From The Dining Room In My Soul …
Thursday, November 15, 2018 at 9:13 am.
O My Father—O Father Of Mine? Unless You intervene? I am finished! There is not a smidgen of hope left within me. My heart is tore into a million pieces. I can’t go on, my Father!
You give me something concrete to grab on to? I can’t see how I can get over this blow! What on earth for am I proclaiming the restoration of my family?
Everyday? I get the notification emails about a new post or comment or photo.
I head to Facebook hoping in my heart they remember to honor their mother somehow, but! Nothing! Instead?

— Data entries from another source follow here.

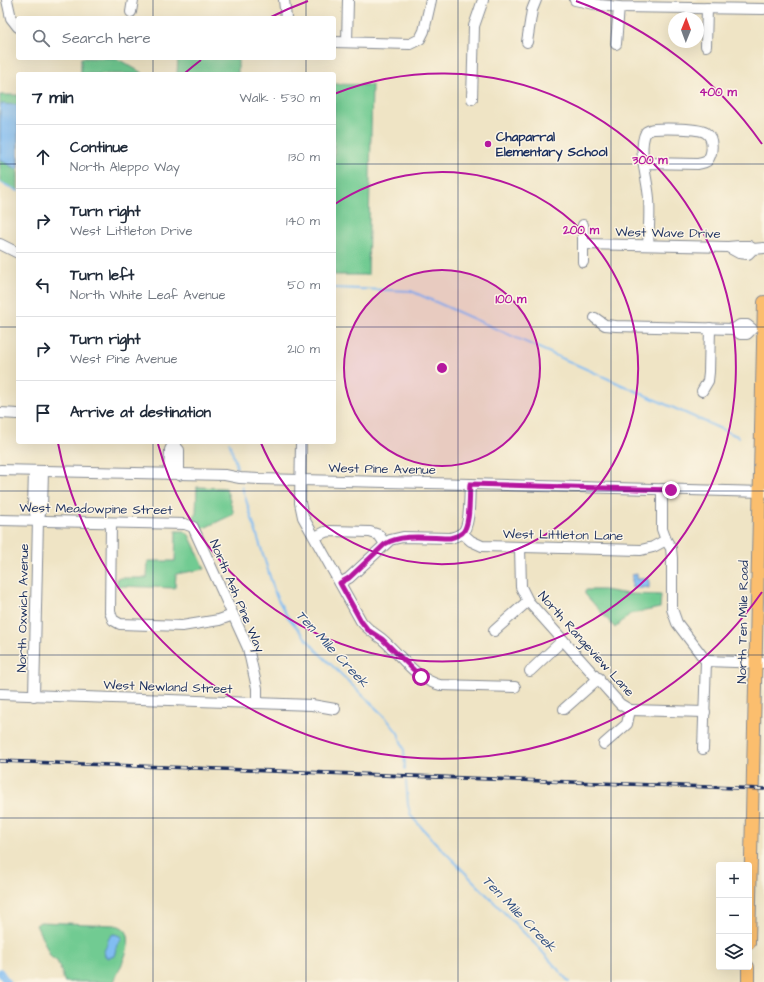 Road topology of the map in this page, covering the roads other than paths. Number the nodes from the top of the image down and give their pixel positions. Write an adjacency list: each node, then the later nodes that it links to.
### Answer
1 (7, 0): 15 (street)
2 (133, 0): 13 (street)
3 (284, 0): 14 (street)
4 (348, 0): 17 (street)
5 (431, 0): 17 (street)
6 (483, 0): 21 (street)
7 (536, 0): 18 (street)
8 (575, 0): 10 (street)
9 (672, 4): 10 (street); 11 (street)
10 (619, 6): 19 (street)
11 (707, 8): 12 (street); 20 (street)
12 (764, 9)
13 (131, 12)
14 (286, 16)
15 (16, 24)
16 (336, 42): 17 (street)
17 (347, 42)
18 (527, 42)
19 (616, 44)
20 (706, 46)
21 (472, 99)
22 (644, 163): 22 (street); 26 (street)
23 (583, 225): 25 (street)
24 (0, 244): 28 (street)
25 (583, 244): 26 (street, West Wave Drive); 29 (street)
26 (648, 245): 27 (street, West Wave Drive)
27 (764, 248)
28 (16, 252)
29 (583, 262)
30 (764, 302): 33 (main road, North Ten Mile Road)
31 (595, 318): 32 (street)
32 (710, 328): 33 (street); 34 (street)
33 (760, 328): 45 (main road, North Ten Mile Road)
34 (702, 391)
35 (0, 413): 36 (street)
36 (16, 414)
37 (173, 444): 41 (street)
38 (301, 444): 42 (street)
39 (0, 470): 40 (street, West Pine Avenue)
40 (38, 471): 41 (street, West Pine Avenue); 47 (street, North Oxwich Avenue)
41 (174, 474): 42 (street, West Pine Avenue)
42 (301, 480): 43 (street, West Pine Avenue); 51 (street)
43 (470, 484): 44 (street, West Pine Avenue); 50 (street)
44 (662, 490): 45 (street, West Pine Avenue); 52 (street)
45 (762, 492): 61 (main road, North Ten Mile Road)
46 (0, 520): 47 (street, West Meadowpine Street)
47 (38, 520): 48 (street, West Meadowpine Street); 66 (street, North Oxwich Avenue)
48 (111, 523): 49 (street, West Meadowpine Street); 57 (street)
49 (190, 526): 57 (street, North Ash Pine Way)
50 (462, 533): 53 (street); 54 (street, West Littleton Lane)
51 (315, 537): 53 (street); 55 (street)
52 (666, 540): 54 (street, West Littleton Lane); 60 (street)
53 (385, 544): 55 (street)
54 (520, 548): 56 (street, North Rangeview Lane)
55 (340, 583): 64 (street)
56 (528, 601): 58 (street); 59 (street, North Rangeview Lane)
57 (233, 615): 67 (street, North Ash Pine Way)
58 (494, 631)
59 (563, 640): 62 (street); 63 (street, North Rangeview Lane)
60 (706, 661): 61 (street); 71 (street)
61 (760, 663): 74 (main road, North Ten Mile Road)
62 (530, 671)
63 (599, 678): 69 (street); 70 (street, North Rangeview Lane)
64 (515, 687)
65 (0, 694): 66 (street, West Newland Street)
66 (34, 696): 67 (street, West Newland Street)
67 (257, 703): 68 (street, West Newland Street)
68 (335, 709)
69 (564, 710)
70 (630, 710): 71 (street); 72 (street)
71 (705, 712): 73 (street)
72 (604, 744)
73 (703, 749)
74 (749, 934)
75 (748, 970): 76 (main road)
76 (748, 982) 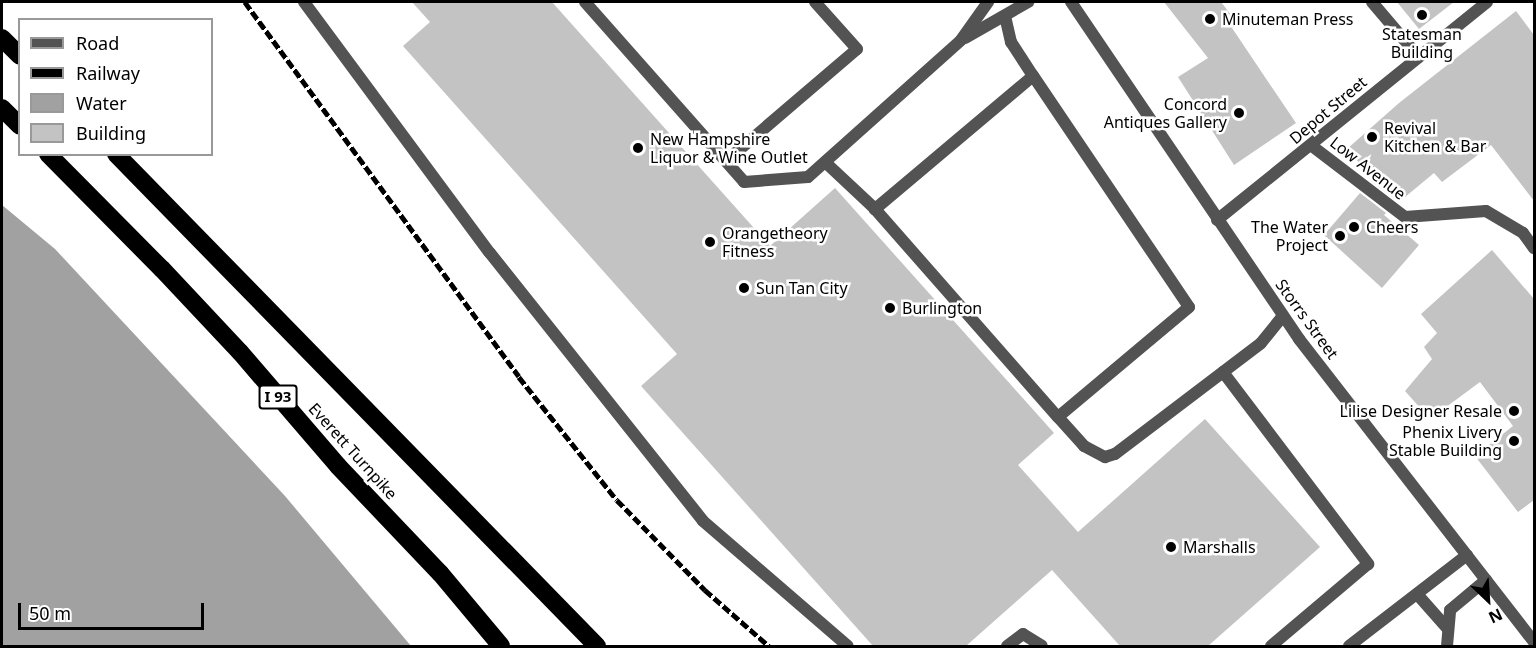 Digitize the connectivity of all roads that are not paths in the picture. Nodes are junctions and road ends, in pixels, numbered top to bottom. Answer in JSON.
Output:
{"nodes":[{"id":1,"x":304,"y":2,"type":"edge"},
{"id":2,"x":585,"y":2,"type":"edge"},
{"id":3,"x":815,"y":2,"type":"edge"},
{"id":4,"x":988,"y":2,"type":"edge"},
{"id":5,"x":1028,"y":2,"type":"edge"},
{"id":6,"x":1071,"y":2,"type":"edge"},
{"id":7,"x":1372,"y":2,"type":"edge"},
{"id":8,"x":1487,"y":2,"type":"edge"},
{"id":9,"x":1005,"y":16,"type":"junction"},
{"id":10,"x":2,"y":38,"type":"edge"},
{"id":11,"x":961,"y":40,"type":"junction"},
{"id":12,"x":18,"y":54,"type":"edge"},
{"id":13,"x":1418,"y":56,"type":"junction"},
{"id":14,"x":1033,"y":76,"type":"junction"},
{"id":15,"x":2,"y":108,"type":"edge"},
{"id":16,"x":18,"y":124,"type":"edge"},
{"id":17,"x":1312,"y":146,"type":"junction"},
{"id":18,"x":50,"y":156,"type":"edge"},
{"id":19,"x":118,"y":156,"type":"edge"},
{"id":20,"x":726,"y":161,"type":"junction"},
{"id":21,"x":825,"y":162,"type":"junction"},
{"id":22,"x":875,"y":209,"type":"junction"},
{"id":23,"x":1217,"y":220,"type":"junction"},
{"id":24,"x":1534,"y":248,"type":"edge"},
{"id":25,"x":1283,"y":316,"type":"junction"},
{"id":26,"x":1223,"y":372,"type":"junction"},
{"id":27,"x":1058,"y":417,"type":"junction"},
{"id":28,"x":1467,"y":555,"type":"junction"},
{"id":29,"x":1486,"y":580,"type":"junction"},
{"id":30,"x":541,"y":589,"type":"junction"},
{"id":31,"x":1417,"y":594,"type":"junction"},
{"id":32,"x":1448,"y":629,"type":"junction"},
{"id":33,"x":1532,"y":634,"type":"edge"},
{"id":34,"x":501,"y":646,"type":"edge"},
{"id":35,"x":588,"y":646,"type":"edge"},
{"id":36,"x":597,"y":646,"type":"edge"},
{"id":37,"x":848,"y":646,"type":"edge"},
{"id":38,"x":1007,"y":646,"type":"edge"},
{"id":39,"x":1042,"y":646,"type":"edge"},
{"id":40,"x":1271,"y":646,"type":"edge"},
{"id":41,"x":1349,"y":646,"type":"edge"},
{"id":42,"x":1447,"y":646,"type":"edge"}],
"edges":[{"from":1,"to":37,"type":"street"},
{"from":2,"to":20,"type":"street"},
{"from":3,"to":20,"type":"street"},
{"from":4,"to":11,"type":"street"},
{"from":5,"to":9,"type":"street"},
{"from":6,"to":23,"type":"street","name":"Storrs Street"},
{"from":7,"to":13,"type":"street"},
{"from":8,"to":13,"type":"street","name":"Depot Street"},
{"from":9,"to":11,"type":"street"},
{"from":9,"to":14,"type":"street"},
{"from":10,"to":12,"type":"highway"},
{"from":11,"to":21,"type":"street"},
{"from":13,"to":17,"type":"street","name":"Depot Street"},
{"from":14,"to":22,"type":"street"},
{"from":14,"to":27,"type":"street"},
{"from":15,"to":16,"type":"highway"},
{"from":17,"to":23,"type":"street","name":"Depot Street"},
{"from":17,"to":24,"type":"street","name":"Low Avenue"},
{"from":18,"to":34,"type":"highway","name":"Everett Turnpike","number":"I 93"},
{"from":19,"to":30,"type":"highway","name":"Everett Turnpike"},
{"from":20,"to":21,"type":"street"},
{"from":21,"to":22,"type":"street"},
{"from":22,"to":27,"type":"street"},
{"from":23,"to":25,"type":"street","name":"Storrs Street"},
{"from":25,"to":26,"type":"street"},
{"from":25,"to":28,"type":"street","name":"Storrs Street"},
{"from":26,"to":27,"type":"street"},
{"from":26,"to":40,"type":"street"},
{"from":28,"to":29,"type":"street","name":"Storrs Street"},
{"from":28,"to":31,"type":"street"},
{"from":29,"to":32,"type":"street"},
{"from":29,"to":33,"type":"street","name":"Storrs Street"},
{"from":30,"to":35,"type":"highway"},
{"from":30,"to":36,"type":"highway"},
{"from":31,"to":32,"type":"street"},
{"from":31,"to":41,"type":"street"},
{"from":32,"to":42,"type":"street"},
{"from":38,"to":39,"type":"street"}]}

Happy faces. Shorter skirts. Lower necklines. A moral standard? Whatever for? Anything goes as long as you are happy! Amazingly beautiful homes. Happy gatherings. Travels all over the world. Love and hate as they see fit. Applauded by the world at large. The life of success, but!
Not a sign that they even have a mother. How can I accept the immoral lifestyle of homosexuality and now the Pollyanna relationships among my children? I can’t. I won’t.
Perhaps the best thing I can do right now is to quit.
Quit Facebook. Quit posting. Quit hoping. Quit reaching out. Quit replying. Just quit bothering with this insanity ridden world period.
I will shut down the Internet. I refuse to keep hoping for something that it is not to happen. My sanity is at stake, but? You are in control of it all.
That’s it! I feel better now.
I won’t even let anyone know of my decision. I no longer am what I used to be. You have given me the power and the reason to keep to myself. Thanks, my Father.